Pennsylvania is lagging when it comes to tracking the powerful psychiatric medications kids get in the state’s youth correctional facilities.

While other states have reformed the way they control and track such medications so that it is done systemwide, the Pennsylvania Department of Human Services follows only the total amount paid for the drugs prescribed in its six facilities on a systemic basis.

Everything else is looked at on an individual resident and facility basis. Experts and officials in other states say the fragmented approach reduces the department’s ability to see patterns and to plan effective programs.

A PublicSource investigation found that psychiatric medications are being given at alarmingly high rates to the confined youth. The most powerful and risk-laden class of psychiatric drugs, the antipsychotics, was ordered in amounts that could treat an average of one-third of those in the state facilities at any given time over the seven years studied.

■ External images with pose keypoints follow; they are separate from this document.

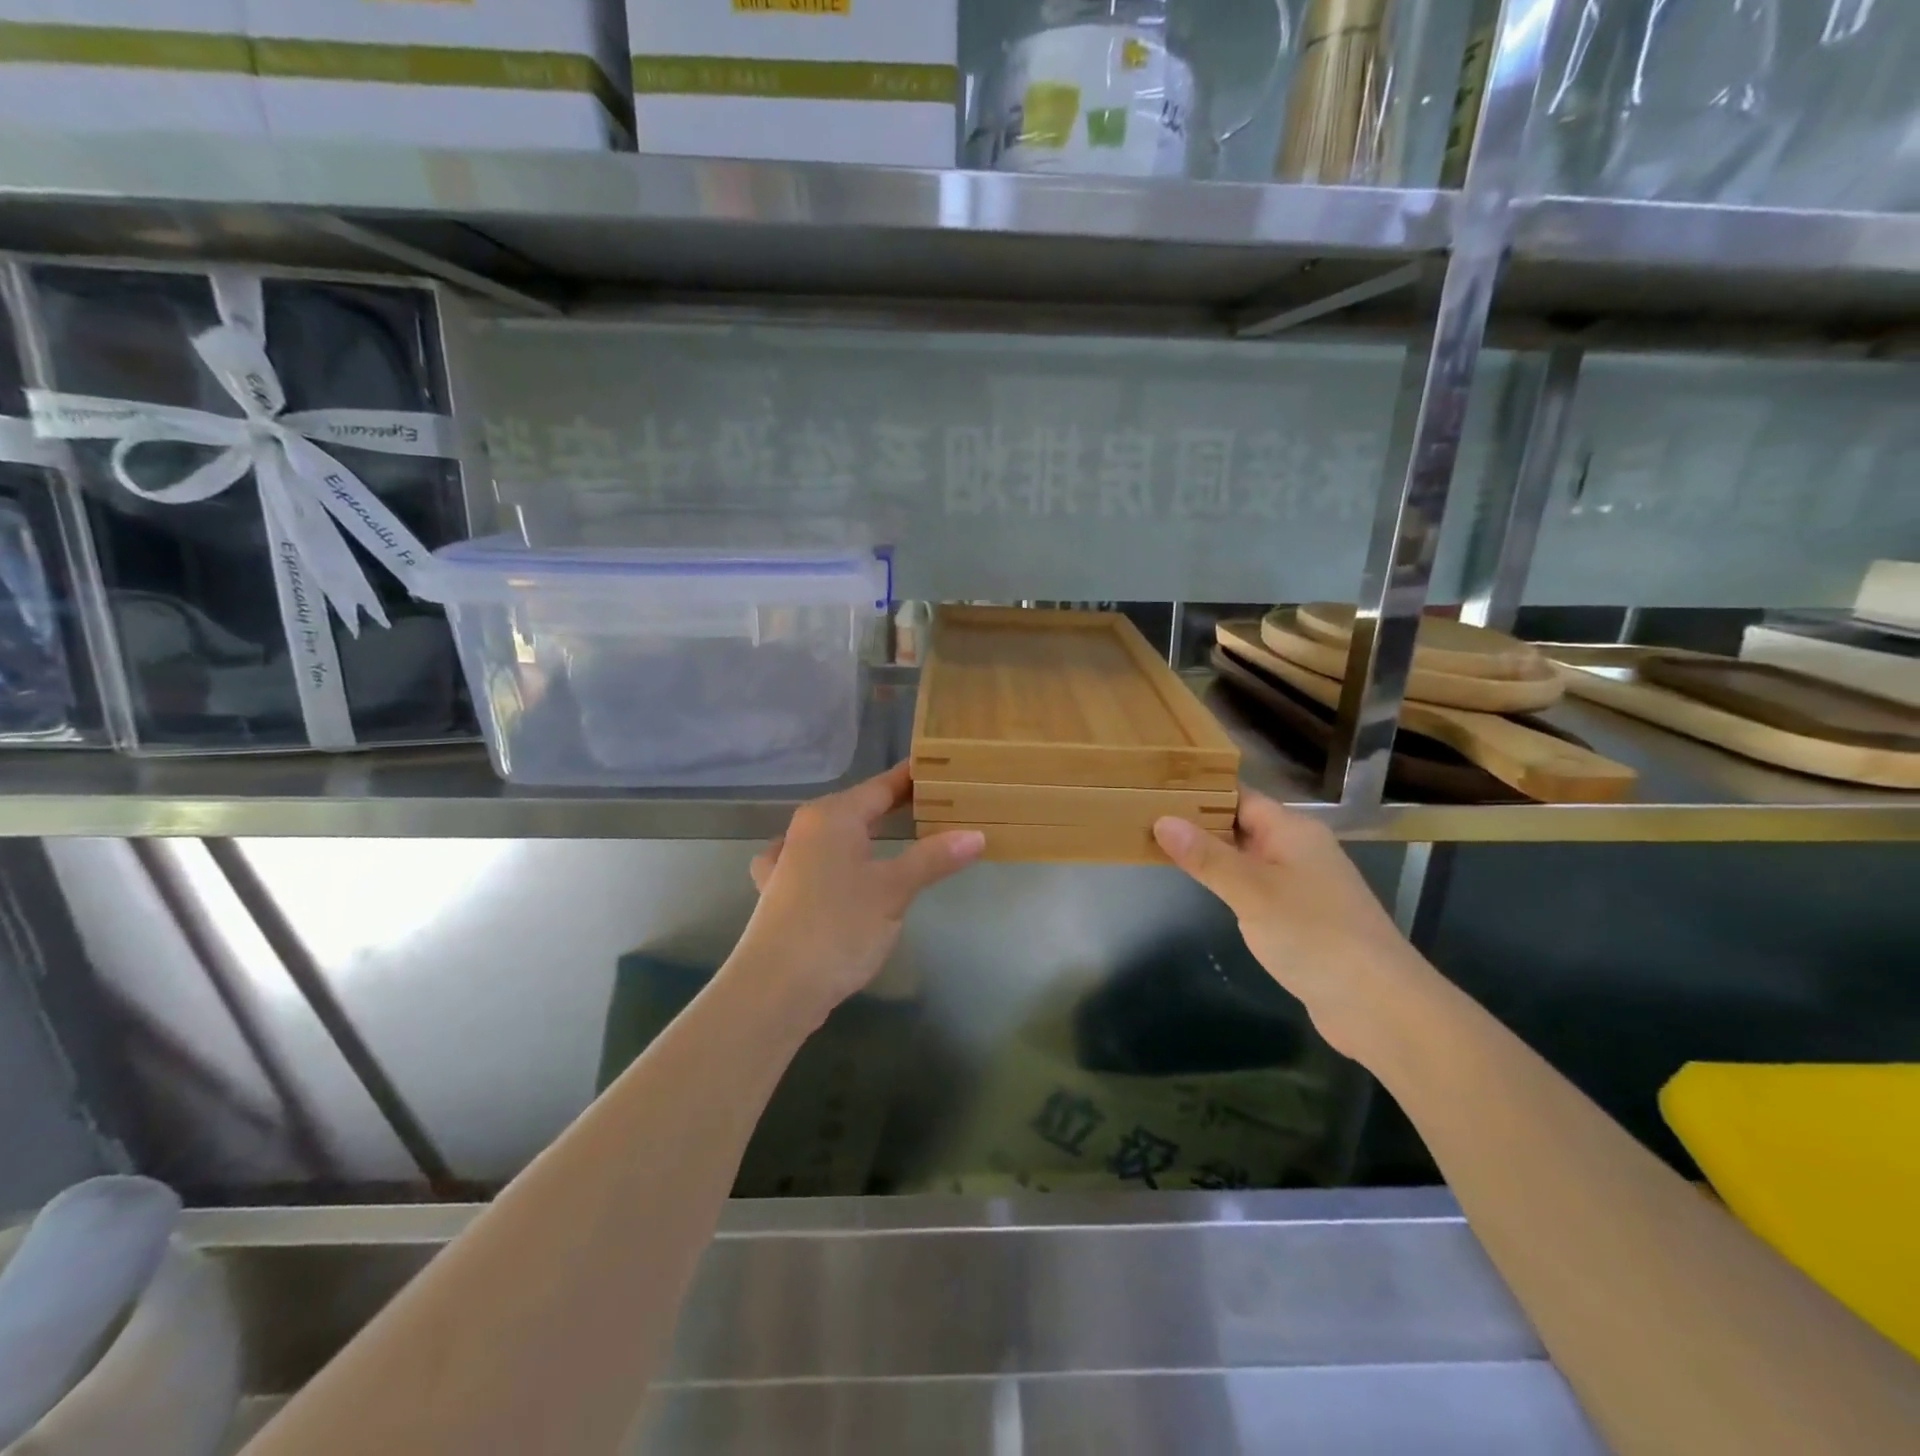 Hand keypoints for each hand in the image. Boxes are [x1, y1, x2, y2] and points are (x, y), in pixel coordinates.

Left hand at [730, 762, 984, 1029]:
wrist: (775, 988)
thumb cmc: (838, 928)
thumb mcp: (894, 891)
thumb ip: (933, 858)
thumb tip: (976, 834)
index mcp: (832, 816)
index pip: (881, 786)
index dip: (911, 779)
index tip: (941, 770)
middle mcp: (805, 829)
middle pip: (857, 807)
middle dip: (893, 805)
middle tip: (936, 805)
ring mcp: (786, 860)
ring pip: (834, 833)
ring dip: (864, 831)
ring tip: (893, 833)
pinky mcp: (778, 891)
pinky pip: (814, 860)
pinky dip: (834, 858)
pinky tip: (834, 869)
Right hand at [1153, 793, 1434, 1059]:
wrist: (1380, 1005)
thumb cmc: (1314, 935)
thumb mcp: (1252, 892)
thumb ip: (1207, 857)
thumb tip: (1162, 820)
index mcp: (1292, 831)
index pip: (1238, 796)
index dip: (1199, 791)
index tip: (1154, 789)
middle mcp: (1298, 849)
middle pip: (1241, 824)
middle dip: (1198, 822)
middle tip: (1144, 817)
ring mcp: (1302, 884)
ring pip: (1247, 858)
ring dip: (1211, 854)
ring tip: (1159, 846)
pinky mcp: (1301, 917)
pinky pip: (1256, 887)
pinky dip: (1228, 883)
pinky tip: (1202, 889)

Among concerns about the levels of prescriptions is that the drugs can have serious side effects and may be used to keep kids in line.

The rate of antipsychotics prescribed in the state’s youth development centers and forestry camps is higher than that found for juveniles in foster care in Pennsylvania, where 22 percent were given antipsychotics in 2012, according to a study commissioned by the Department of Human Services (DHS).

The state and much of the nation is focused on stemming the high levels of psychiatric medications used in foster care.

But other states have realized kids in the delinquency system often come from foster care or similar backgrounds. They have begun scrutinizing medications prescribed to both populations through the courts and the departments that oversee the facilities. In addition to tracking the meds, they have also established controls on prescribing.

Experts see this as a crucial health matter for kids who are already slipping through the cracks.